● What you need to do
Give the data below again exactly as written, without its pictures.

● Source data
● ● ● ● ● ● ●

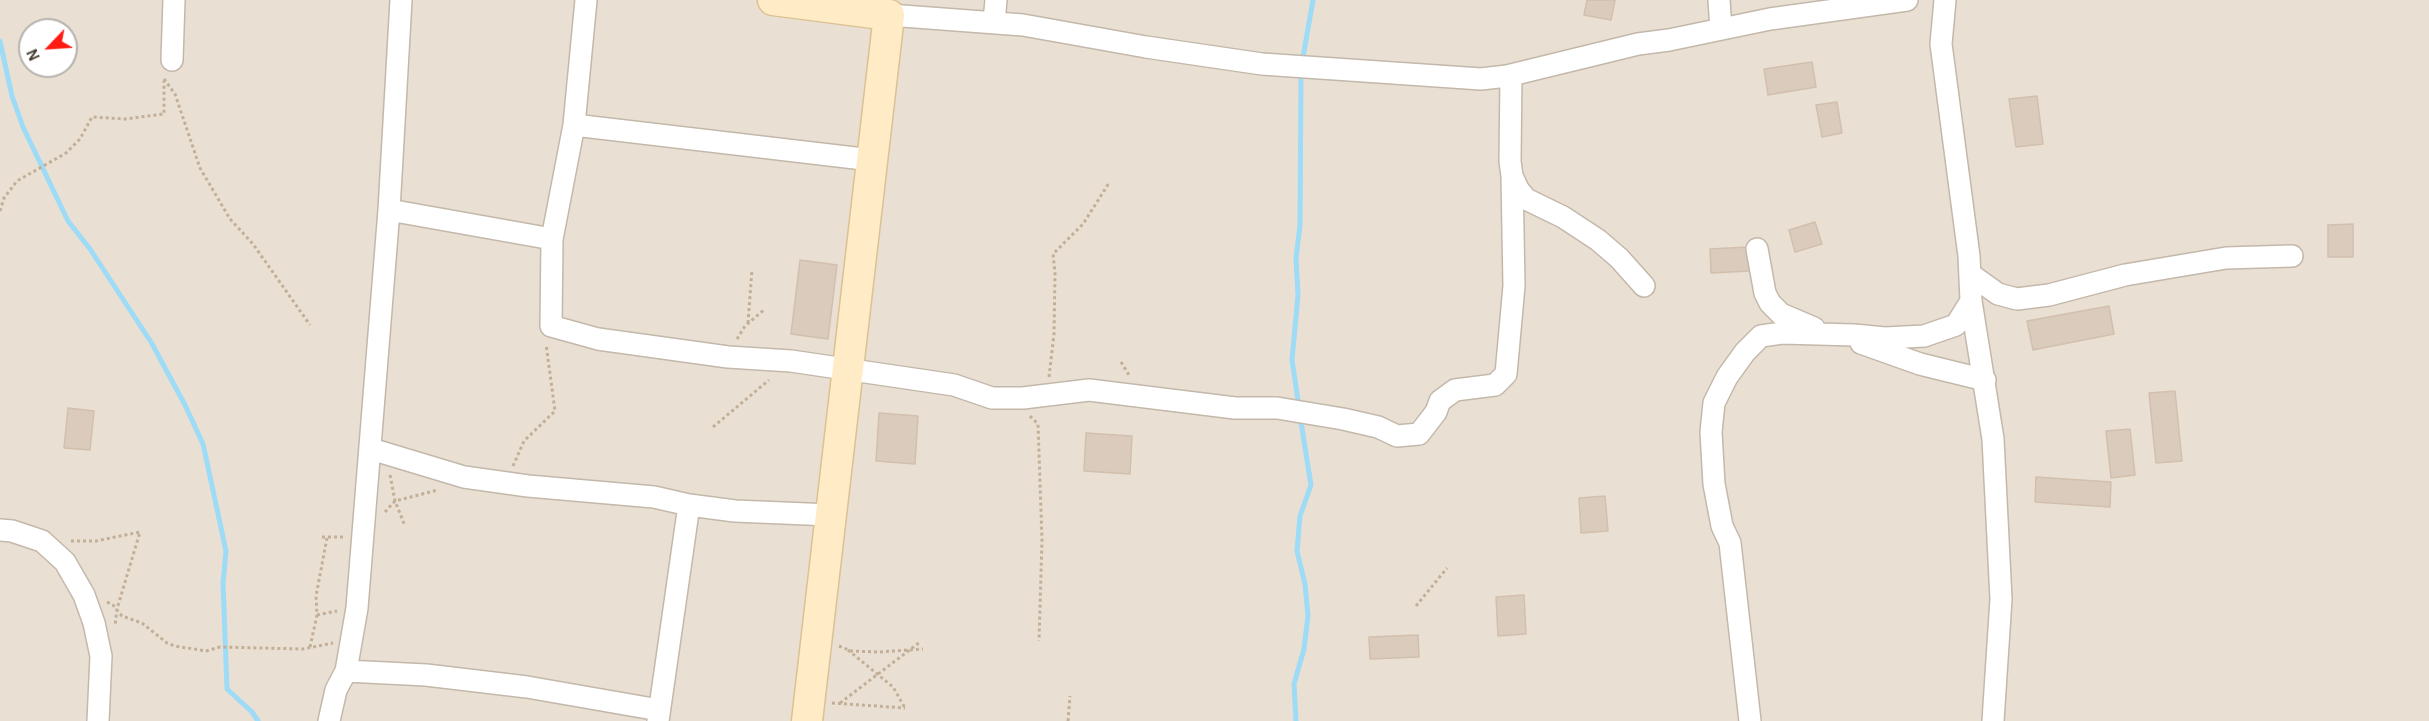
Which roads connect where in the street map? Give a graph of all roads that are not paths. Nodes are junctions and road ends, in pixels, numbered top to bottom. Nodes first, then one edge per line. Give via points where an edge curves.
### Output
1 (174, 0) edge
2 (401, 0) edge
3 (586, 0) edge
4 (773, 0) edge
5 (996, 0) edge
6 (1719, 0) edge
7 (1907, 0) edge
8 (1946, 0) edge
9 (889, 15) junction
10 (994, 22) junction
11 (1721, 29) junction
12 (168, 69) road end
13 (1511, 75) junction
14 (574, 125) junction
15 (872, 160) junction
16 (1512, 176) junction
17 (388, 210) junction
18 (552, 239) junction
19 (1757, 249) dead end
20 (2292, 256) dead end
21 (1970, 274) junction
22 (1644, 286) dead end
23 (1971, 301) junction
24 (1774, 308) junction
25 (1777, 334) junction
26 (1829, 334) junction
27 (848, 370) junction
28 (1985, 380) junction
29 (378, 451) junction
30 (689, 505) junction
31 (831, 515) junction
32 (0, 530) edge
33 (346, 671) junction
34 (808, 713) edge
35 (659, 715) edge
36 (98, 721) edge
37 (329, 721) edge
38 (1750, 721) edge
39 (1993, 721) edge

1 - 12 street
2 - 17 street
3 - 14 street
4 - 9 street
5 - 10 street
6 - 11 street
7 - 11 street
8 - 21 street via 1941,44
9 - 10 street
9 - 15 street
10 - 13 street via 1262,64 1481,79
11 - 13 street via 1638,44
13 - 16 street
14 - 15 street
14 - 18 street
15 - 27 street
16 - 22 street via 1526,199 1598,240
16 - 27 street via 1514,286 1506,374 1495,385 1455,390 1440,401 1419,434 1397,436 1378,427 1277,408 1235,408 1089,390 992,398 954,385
17 - 18 street
17 - 29 street
18 - 27 street via 551,326 598,339
19 - 24 street via 1765,293
20 - 21 street via 2226,258 2017,299 1998,294
21 - 23 street
23 - 26 street via 1956,325 1924,336
23 - 28 street
24 - 25 street
24 - 26 street via 1794,321
25 - 26 street
25 - 38 street via 1761,336 1727,377 1714,403 1711,432 1717,505 1730,543
26 - 28 street via 1920,364
27 - 31 street
28 - 39 street via 1993,439 2001,599
29 - 30 street via 464,477 654,497
29 - 33 street via 362,536 357,608
30 - 31 street
30 - 35 street
31 - 34 street
32 - 36 street via 42,542 65,562 84,595 101,656
33 - 35 street via 437,676 527,687
33 - 37 street via 336,690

● ● ● ● ● ● ●

● Answer for the task
Which roads connect where in the street map? Give a graph of all roads that are not paths. Nodes are junctions and road ends, in pixels, numbered top to bottom. Nodes first, then one edge per line. Give via points where an edge curves.
### Output
1 (174, 0) edge
2 (401, 0) edge
3 (586, 0) edge
4 (773, 0) edge
5 (996, 0) edge
6 (1719, 0) edge
7 (1907, 0) edge
8 (1946, 0) edge
9 (889, 15) junction
10 (994, 22) junction
11 (1721, 29) junction
12 (168, 69) road end
13 (1511, 75) junction
14 (574, 125) junction
15 (872, 160) junction
16 (1512, 176) junction
17 (388, 210) junction
18 (552, 239) junction
19 (1757, 249) dead end
20 (2292, 256) dead end
21 (1970, 274) junction
22 (1644, 286) dead end
23 (1971, 301) junction
24 (1774, 308) junction
25 (1777, 334) junction
26 (1829, 334) junction
27 (848, 370) junction
28 (1985, 380) junction
29 (378, 451) junction
30 (689, 505) junction
31 (831, 515) junction
32 (0, 530) edge
33 (346, 671) junction
34 (808, 713) edge
35 (659, 715) edge
36 (98, 721) edge
37 (329, 721) edge
38 (1750, 721) edge
39 (1993, 721) edge

1 - 12 street
2 - 17 street
3 - 14 street
4 - 9 street
5 - 10 street
6 - 11 street
7 - 11 street
8 - 21 street via 1941,44
9 - 10 street
9 - 15 street
10 - 13 street via 1262,64 1481,79
11 - 13 street via 1638,44
13 - 16 street
14 - 15 street
14 - 18 street
15 - 27 street
16 - 22 street via 1526,199 1598,240
16 - 27 street via 1514,286 1506,374 1495,385 1455,390 1440,401 1419,434 1397,436 1378,427 1277,408 1235,408 1089,390 992,398 954,385
17 - 18 street
17 - 29 street
18 - 27 street via 551,326 598,339
19 - 24 street via 1765,293
20 - 21 street via 2226,258 2017,299 1998,294
21 - 23 street
23 - 26 street via 1956,325 1924,336
23 - 28 street
24 - 25 street
24 - 26 street via 1794,321
25 - 26 street
25 - 38 street via 1761,336 1727,377 1714,403 1711,432 1717,505 1730,543
26 - 28 street via 1920,364
27 - 31 street
28 - 39 street via 1993,439 2001,599
29 - 30 street via 464,477 654,497
29 - 33 street via 362,536 357,608
30 - 31 street
30 - 35 street
31 - 34 street
32 - 36 street via 42,542 65,562 84,595 101,656
33 - 35 street via 437,676 527,687
33 - 37 street via 336,690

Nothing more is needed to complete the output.